Amodei’s debut ad in the special election for the 2nd Congressional District features a Chinese newscaster — with heavy accent — narrating imagined world dominance by “our great empire” grown wealthy off American debt.

The ad has grabbed national media attention — not all of it flattering.

“Nevada idiot will stop Chinese army from conquering America,” blared a headline on the media blog Gawker.

Liberal news sites slammed the ad as racist and misguided — China owns just 9.5 percent of U.S. debt, one liberal commentator noted.

(Although it may be a small share, it’s growing and no other single foreign nation approaches China’s share of American debt.)

As Amodei moves into aggressive fundraising mode as the nominee chosen by the Nevada Republican Party last week, the notoriety could bring him needed money.

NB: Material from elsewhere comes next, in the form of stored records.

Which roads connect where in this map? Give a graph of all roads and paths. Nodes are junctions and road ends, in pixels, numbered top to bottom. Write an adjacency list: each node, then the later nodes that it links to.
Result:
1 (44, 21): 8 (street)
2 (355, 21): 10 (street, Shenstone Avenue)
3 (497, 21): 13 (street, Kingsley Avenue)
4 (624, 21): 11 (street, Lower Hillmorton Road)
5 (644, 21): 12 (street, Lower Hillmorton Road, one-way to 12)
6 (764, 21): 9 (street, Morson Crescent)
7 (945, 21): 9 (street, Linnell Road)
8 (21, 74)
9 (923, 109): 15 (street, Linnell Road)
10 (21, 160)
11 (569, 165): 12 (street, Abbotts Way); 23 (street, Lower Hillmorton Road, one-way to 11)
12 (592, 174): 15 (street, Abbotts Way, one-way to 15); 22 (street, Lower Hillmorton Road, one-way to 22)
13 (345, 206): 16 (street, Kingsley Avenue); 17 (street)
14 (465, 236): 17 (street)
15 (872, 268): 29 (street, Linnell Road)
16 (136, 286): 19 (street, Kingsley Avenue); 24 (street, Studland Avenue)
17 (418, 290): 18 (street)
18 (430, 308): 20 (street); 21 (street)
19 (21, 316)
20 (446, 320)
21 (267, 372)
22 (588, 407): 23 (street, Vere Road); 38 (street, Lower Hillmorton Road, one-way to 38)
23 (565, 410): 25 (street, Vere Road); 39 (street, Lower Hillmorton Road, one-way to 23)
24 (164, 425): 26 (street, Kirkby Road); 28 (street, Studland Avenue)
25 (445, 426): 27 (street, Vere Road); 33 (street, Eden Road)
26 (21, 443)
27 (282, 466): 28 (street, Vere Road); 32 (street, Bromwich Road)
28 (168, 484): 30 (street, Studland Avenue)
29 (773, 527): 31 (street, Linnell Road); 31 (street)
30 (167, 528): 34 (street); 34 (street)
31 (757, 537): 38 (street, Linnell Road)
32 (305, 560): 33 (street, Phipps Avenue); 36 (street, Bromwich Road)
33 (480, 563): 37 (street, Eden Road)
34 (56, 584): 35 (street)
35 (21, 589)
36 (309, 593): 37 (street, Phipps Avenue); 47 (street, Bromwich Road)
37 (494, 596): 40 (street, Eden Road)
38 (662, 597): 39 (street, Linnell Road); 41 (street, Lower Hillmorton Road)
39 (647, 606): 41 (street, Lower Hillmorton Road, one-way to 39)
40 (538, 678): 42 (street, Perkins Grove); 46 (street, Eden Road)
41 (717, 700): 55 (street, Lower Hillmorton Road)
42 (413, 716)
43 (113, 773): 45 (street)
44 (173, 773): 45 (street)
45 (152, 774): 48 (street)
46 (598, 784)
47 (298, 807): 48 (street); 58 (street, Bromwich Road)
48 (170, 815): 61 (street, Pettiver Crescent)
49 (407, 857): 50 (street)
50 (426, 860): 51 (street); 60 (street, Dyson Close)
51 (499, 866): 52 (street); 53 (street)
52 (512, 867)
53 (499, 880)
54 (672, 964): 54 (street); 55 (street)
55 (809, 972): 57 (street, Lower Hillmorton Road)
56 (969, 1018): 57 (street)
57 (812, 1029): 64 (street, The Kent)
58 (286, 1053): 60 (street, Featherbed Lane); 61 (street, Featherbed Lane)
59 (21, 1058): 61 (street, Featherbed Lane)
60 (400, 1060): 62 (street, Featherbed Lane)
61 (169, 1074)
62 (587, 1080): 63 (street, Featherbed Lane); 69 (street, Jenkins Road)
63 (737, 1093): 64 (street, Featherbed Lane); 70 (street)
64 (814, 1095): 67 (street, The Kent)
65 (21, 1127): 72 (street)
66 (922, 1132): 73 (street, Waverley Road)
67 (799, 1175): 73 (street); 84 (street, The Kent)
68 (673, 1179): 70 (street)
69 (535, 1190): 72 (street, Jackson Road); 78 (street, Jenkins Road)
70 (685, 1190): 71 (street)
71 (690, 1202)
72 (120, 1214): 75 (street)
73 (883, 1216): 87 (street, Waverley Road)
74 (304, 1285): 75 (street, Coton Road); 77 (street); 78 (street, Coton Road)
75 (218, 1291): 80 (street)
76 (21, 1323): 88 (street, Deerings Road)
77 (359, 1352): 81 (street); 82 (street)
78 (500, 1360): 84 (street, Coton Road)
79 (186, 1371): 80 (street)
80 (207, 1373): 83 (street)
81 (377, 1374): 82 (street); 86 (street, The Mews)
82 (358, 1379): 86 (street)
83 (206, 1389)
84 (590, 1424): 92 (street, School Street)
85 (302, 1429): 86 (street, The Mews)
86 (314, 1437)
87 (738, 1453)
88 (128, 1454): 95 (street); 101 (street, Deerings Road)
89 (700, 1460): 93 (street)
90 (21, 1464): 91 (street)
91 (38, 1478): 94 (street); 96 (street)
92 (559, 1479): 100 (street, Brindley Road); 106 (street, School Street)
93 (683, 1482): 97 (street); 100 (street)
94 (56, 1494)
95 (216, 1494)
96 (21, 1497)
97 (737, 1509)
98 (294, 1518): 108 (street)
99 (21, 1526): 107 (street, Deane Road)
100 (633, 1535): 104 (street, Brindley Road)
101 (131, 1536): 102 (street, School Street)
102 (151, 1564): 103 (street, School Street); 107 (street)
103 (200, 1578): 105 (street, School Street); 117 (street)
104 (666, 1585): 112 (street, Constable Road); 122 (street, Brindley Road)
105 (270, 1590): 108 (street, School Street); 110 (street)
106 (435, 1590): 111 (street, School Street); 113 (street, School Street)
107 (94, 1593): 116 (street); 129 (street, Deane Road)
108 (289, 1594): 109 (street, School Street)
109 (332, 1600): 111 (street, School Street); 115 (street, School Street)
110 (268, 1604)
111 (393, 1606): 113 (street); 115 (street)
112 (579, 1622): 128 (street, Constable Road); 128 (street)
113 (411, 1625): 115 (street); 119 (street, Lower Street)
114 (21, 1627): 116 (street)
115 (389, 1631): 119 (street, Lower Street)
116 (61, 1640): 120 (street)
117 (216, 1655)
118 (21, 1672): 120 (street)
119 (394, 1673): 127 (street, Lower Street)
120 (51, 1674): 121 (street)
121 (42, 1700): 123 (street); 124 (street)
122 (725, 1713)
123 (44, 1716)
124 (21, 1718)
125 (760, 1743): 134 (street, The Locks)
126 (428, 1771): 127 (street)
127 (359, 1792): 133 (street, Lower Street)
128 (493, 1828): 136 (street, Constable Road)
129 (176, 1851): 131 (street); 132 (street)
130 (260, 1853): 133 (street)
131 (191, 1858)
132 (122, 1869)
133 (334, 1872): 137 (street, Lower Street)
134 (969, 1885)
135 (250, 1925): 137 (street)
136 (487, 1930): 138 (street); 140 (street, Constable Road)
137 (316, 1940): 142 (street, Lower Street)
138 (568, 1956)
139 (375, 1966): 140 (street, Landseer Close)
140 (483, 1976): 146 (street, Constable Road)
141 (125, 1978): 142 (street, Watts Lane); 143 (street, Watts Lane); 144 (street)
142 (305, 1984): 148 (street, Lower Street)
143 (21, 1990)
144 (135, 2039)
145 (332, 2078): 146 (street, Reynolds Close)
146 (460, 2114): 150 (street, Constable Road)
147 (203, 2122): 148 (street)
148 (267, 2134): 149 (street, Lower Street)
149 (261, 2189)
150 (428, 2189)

Indeed, the ad echoes a common refrain at Republican gatherings — that Americans could soon be speaking Chinese if the United States doesn’t address the debt problem.

Amodei’s message on the upcoming decision on the debt ceiling is unequivocal.

“I’ll never vote to raise Obama’s debt limit and risk our independence,” he says in the ad.

Although Amodei uses hyperbole to drive home his opposition to raising the debt ceiling, the ad could have economic repercussions for a state still suffering through the recession.

“There are always the unintended consequences of these things that political consultants don’t anticipate,” Jamieson said. “Locally the ad may be persuasive to most voters and they will write off the part of the population who may find it offensive. But in a viral world these things can be transported instantaneously to a market that might be feeding you tourists.”

That concern is real, said Lt. Gov. Brian Krolicki, who has spent considerable energy developing Nevada’s Chinese tourism market.

Krolicki described the relationship with China as important and delicate. He noted the value of Nevada’s exports to China has grown to $456 million from $13.6 million in the past decade.

“Certainly it raised an eyebrow,” Krolicki said of the ad. “But I take it as a flare glaring over Washington, D.C., and its policies and deficits and not a negative to our Chinese partners.”

One economic development official, who didn’t want to publicly criticize Amodei, said he has been contacted by Chinese consulate officials who were irritated by the ad.

“I think they feel like ‘why do you even have to use us in some kind of pejorative way to make a message,’” the official said. “This ad makes you have to go through the calculation of ‘are we being racist or beating up on the horrible financial decisions made in Washington D.C.?’

“The fact is China is a very important trade partner for Nevada and this stuff isn’t helpful.”

Amodei denied his ad will have any effect on Nevada’s trade relations with China.

“Yes, it’s meant to get attention, but there is absolutely nothing in there that criticizes the Chinese trade policies, that criticizes them for buying the debt,” Amodei said. “They hold well over $1 trillion of it and if you think that’s a good thing, then you know what? I’m not your guy.”